Niki fue recogida cuando no era más que una cachorra por una familia de ardillas que la criaron en las profundidades de un pinar.
Siempre fue feliz. Gracias a ellas, desarrolló la capacidad para subir a los árboles y desplazarse de uno a otro en sigilo y a gran velocidad. Comía piñas todas las mañanas y las dejaba bien limpitas para que los perros, esos animales de cuatro patas tan graciosos que correteaban por el suelo olisqueándose sus traseros, jugaran con ellas.
Iba a la escuela de ardillas con sus hermanos, Holly y Harrison, y por la tarde competían para ver quién llegaba a la rama más alta; siempre ganaba Niki.
Según se fueron haciendo mayores, sus hermanos empezaron a ser conscientes de las diferencias físicas con Niki. Pero nuestra protagonista no parecía notarlo. Seguía con sus costumbres e ignoraba a las demás ardillas cuando se metían con ella por ser diferente.
Un día, cuando Niki volvía andando a su árbol, se topó con uno de esos perros que siempre le habían llamado la atención y lo invitó a conocer a su familia. El perro le dijo que aquellas ardillas tan menudas y frágiles no podían ser su familia, que ella debía pertenecer a una perruna, con sus orejitas puntiagudas y un poco más peludos.

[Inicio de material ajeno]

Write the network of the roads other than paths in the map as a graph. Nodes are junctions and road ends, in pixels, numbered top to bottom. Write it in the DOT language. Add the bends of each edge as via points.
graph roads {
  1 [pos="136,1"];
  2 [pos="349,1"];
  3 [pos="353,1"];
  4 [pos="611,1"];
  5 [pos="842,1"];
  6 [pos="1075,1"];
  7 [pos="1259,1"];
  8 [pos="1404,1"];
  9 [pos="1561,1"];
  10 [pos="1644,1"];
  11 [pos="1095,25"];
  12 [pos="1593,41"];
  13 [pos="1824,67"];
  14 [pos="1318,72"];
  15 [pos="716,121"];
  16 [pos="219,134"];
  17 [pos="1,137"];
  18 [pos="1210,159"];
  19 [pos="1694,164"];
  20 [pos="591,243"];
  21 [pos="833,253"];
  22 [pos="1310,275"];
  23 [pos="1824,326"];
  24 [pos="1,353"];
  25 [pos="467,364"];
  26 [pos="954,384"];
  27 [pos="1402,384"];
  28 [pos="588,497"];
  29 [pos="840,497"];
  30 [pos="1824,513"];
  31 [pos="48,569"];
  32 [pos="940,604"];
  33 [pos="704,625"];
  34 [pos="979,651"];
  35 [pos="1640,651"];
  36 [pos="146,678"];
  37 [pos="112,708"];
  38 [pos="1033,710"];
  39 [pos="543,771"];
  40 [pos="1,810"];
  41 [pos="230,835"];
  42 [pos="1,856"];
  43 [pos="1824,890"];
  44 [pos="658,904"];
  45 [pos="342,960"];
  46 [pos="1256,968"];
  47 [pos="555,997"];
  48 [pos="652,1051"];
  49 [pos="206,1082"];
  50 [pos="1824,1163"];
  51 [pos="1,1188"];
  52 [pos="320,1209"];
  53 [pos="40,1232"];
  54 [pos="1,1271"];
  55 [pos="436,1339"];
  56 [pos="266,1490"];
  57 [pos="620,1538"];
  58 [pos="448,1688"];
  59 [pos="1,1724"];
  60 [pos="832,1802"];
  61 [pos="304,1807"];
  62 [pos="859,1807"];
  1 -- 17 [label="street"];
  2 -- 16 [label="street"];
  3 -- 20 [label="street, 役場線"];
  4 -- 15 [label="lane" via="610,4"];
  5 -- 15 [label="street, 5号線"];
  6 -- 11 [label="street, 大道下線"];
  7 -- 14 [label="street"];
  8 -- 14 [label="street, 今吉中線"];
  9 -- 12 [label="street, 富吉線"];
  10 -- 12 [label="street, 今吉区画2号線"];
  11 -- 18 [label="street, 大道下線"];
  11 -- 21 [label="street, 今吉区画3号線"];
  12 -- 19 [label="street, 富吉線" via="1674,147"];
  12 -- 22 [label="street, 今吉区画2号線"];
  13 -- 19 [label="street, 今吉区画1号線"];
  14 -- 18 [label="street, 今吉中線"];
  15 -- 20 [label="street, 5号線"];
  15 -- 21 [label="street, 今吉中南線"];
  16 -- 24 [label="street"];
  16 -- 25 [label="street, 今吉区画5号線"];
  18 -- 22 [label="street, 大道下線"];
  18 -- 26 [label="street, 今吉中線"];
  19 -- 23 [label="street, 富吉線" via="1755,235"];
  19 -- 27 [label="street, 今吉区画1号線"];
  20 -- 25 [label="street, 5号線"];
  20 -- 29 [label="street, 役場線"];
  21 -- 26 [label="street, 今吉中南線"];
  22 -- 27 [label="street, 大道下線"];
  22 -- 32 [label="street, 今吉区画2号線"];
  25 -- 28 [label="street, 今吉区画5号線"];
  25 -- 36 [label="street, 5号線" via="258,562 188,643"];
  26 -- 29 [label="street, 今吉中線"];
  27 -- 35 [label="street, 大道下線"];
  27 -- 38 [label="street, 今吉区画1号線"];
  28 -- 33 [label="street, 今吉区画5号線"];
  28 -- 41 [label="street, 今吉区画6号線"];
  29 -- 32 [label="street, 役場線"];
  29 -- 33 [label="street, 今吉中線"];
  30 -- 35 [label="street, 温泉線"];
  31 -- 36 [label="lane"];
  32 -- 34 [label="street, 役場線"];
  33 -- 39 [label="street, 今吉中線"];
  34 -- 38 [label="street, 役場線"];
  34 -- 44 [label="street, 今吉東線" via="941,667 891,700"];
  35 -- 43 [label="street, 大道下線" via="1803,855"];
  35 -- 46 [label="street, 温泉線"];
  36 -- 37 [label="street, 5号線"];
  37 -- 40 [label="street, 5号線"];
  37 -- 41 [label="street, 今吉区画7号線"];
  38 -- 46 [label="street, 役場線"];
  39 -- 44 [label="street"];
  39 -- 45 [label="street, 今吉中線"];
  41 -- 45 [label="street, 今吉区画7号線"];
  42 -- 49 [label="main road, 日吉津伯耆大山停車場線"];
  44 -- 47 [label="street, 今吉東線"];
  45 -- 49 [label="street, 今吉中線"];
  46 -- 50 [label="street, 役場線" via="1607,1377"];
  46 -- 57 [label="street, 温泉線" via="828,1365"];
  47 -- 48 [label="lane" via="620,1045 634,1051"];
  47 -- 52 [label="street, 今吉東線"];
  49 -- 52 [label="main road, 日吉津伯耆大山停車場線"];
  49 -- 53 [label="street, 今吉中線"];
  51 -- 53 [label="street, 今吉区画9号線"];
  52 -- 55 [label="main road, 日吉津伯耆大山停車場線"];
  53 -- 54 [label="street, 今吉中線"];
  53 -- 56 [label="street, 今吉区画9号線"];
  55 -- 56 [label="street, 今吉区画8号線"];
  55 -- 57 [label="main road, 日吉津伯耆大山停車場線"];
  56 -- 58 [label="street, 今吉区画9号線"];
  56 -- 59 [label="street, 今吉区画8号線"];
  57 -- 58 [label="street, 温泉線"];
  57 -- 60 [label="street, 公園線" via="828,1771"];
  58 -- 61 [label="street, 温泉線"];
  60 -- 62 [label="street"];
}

Durante el resto del día Niki pensó mucho en lo que ese perro le había dicho. Sí, era verdad, las ardillas eran mucho más pequeñas, puede que tuvieran menos dientes, o incluso que no fueran de la misma raza. Pero a pesar de todo, eran fieras, y al fin y al cabo, ¿quién era ese perro para juzgar una familia?, ¿qué rasgos tenía que tener una para ser considerada como tal?, ¿y por qué aquella no podía ser la suya?
Después de un largo paseo reflexivo, Niki regresó al pinar, decidida a plantarle cara a todo aquel que se atreviera a juzgar a su familia, o a ella. Pero cuando subió a su árbol, nadie la esperaba allí.